This one says the one meal a day diet is a form of dieting, where you fast forward twenty three hours and eat for the same one hour window each day. That’s what I’ve read online. But I’ve seen other people who say that they seem like their one meal a day as somewhere around four hours, but they still call it one meal a day. I’m confused. Can you explain?

Well, you know, if you want to do twenty three one do twenty three one. I think we get too caught up in defining, you know, I mean who cares what what you call what you’re doing. Right. You know, I consider myself to eat one meal a day and this is how I think about it. If I if you asked any, you know, elementary school student how many meals a day are there, they would say three, breakfast, lunch and dinner. We have three defined meals a day. And so if you structure your eating window around only one of the main meals, I consider that you’re doing one meal a day, for example. How does that look for me? Well, I do not eat at a normal breakfast time. I do not eat at a normal lunch time. Or, you know that the typical breakfast time, lunch time, all of my eating around the typical dinner time. So what it might look like for me is around 4:00 in the afternoon.

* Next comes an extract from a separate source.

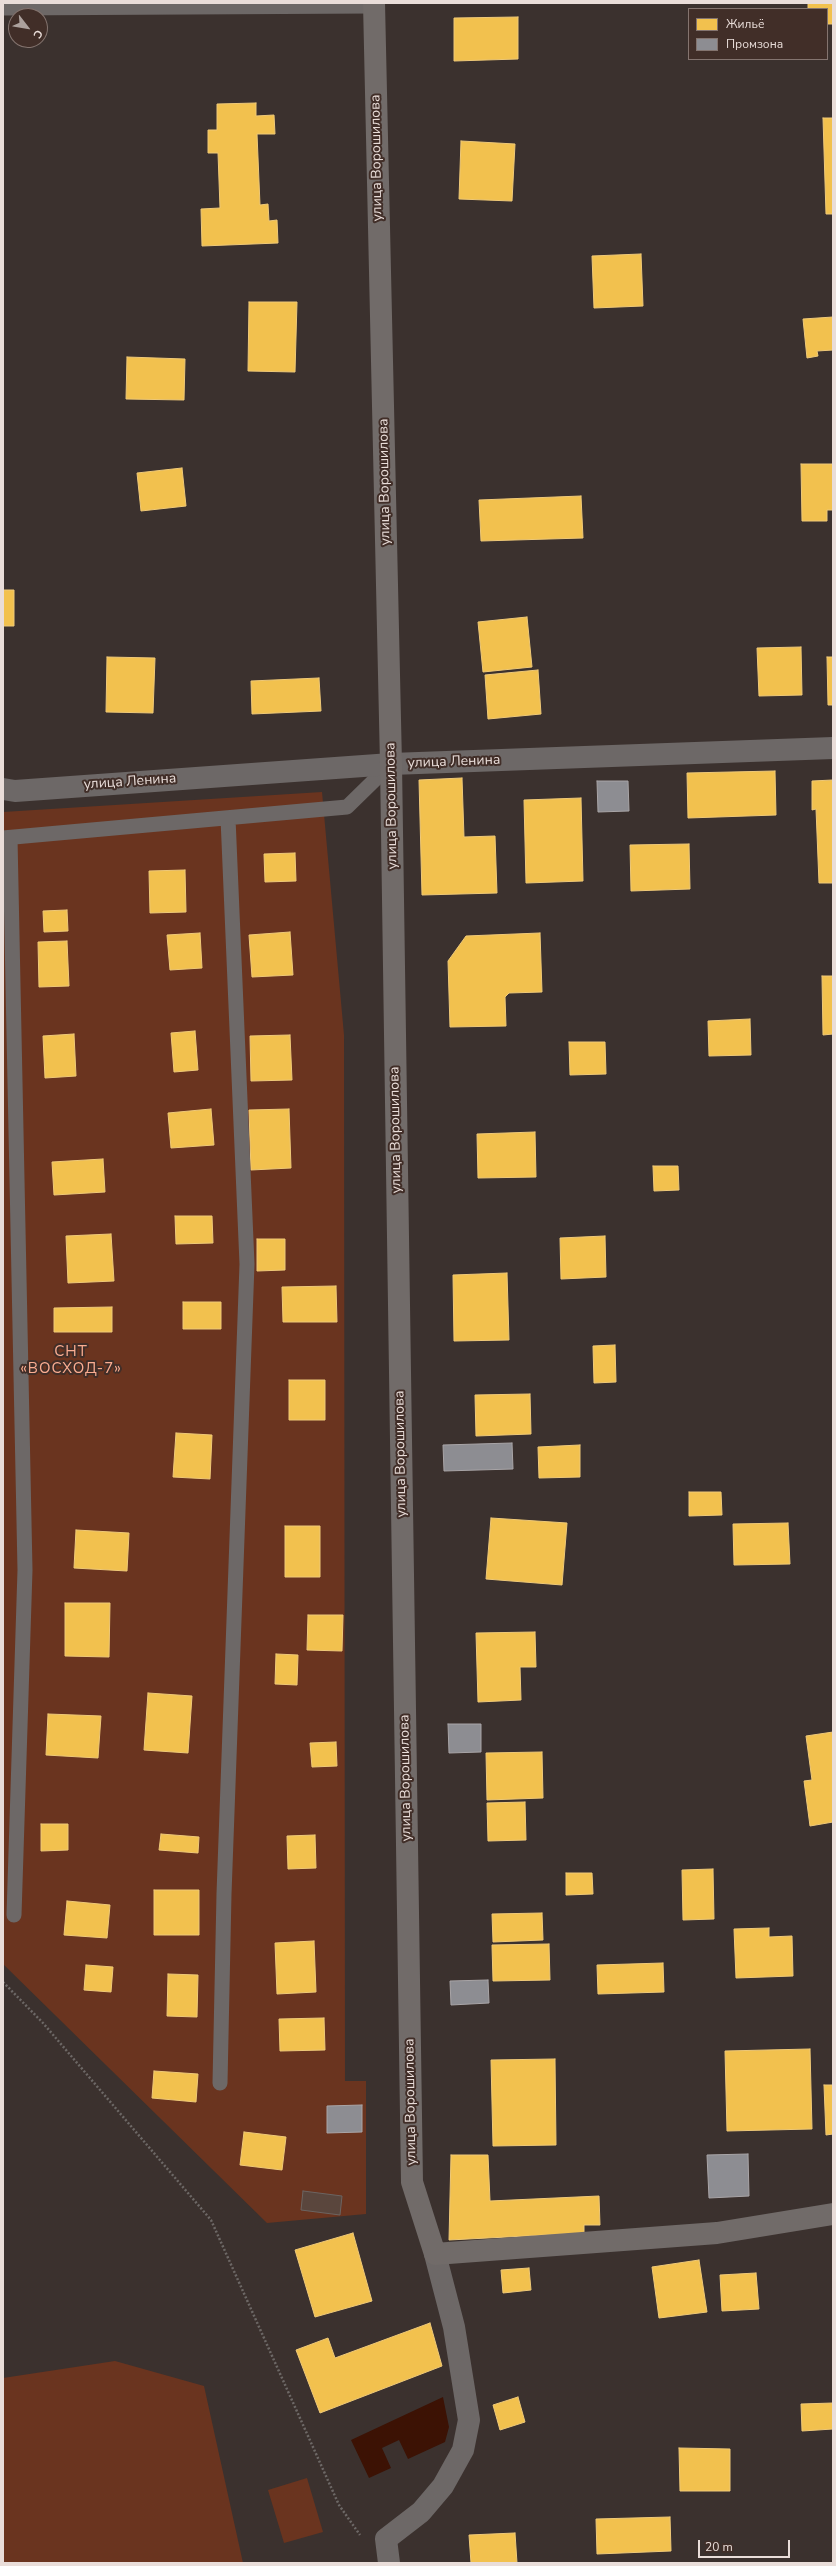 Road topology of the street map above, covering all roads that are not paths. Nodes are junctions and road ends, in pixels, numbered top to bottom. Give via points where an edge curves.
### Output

I mean, we would all agree that 4:00 is not typical lunchtime. Right. That’s closer to the dinner hour, especially if you’re retired old retired people go into the early dinners. But I’ll have what you might consider to be an appetizer course or a snack around 4:00. And then I’ll start cooking my dinner around 6:00 p.m. here, the main course, and then I’ll have my main course. But it was still all just one meal. Maybe I eat it in a two hour window. Maybe it’s a five hour window. But it was the amount of food that you would have if you went to a restaurant and you had one meal just spread out over a longer period of time. You know, I am in maintenance and I’ve been here for years and I can’t cram enough food into a one hour eating window to meet my needs for the day. I can’t eat enough food, but I’ve always considered myself to be one meal a day. I eat one actual meal.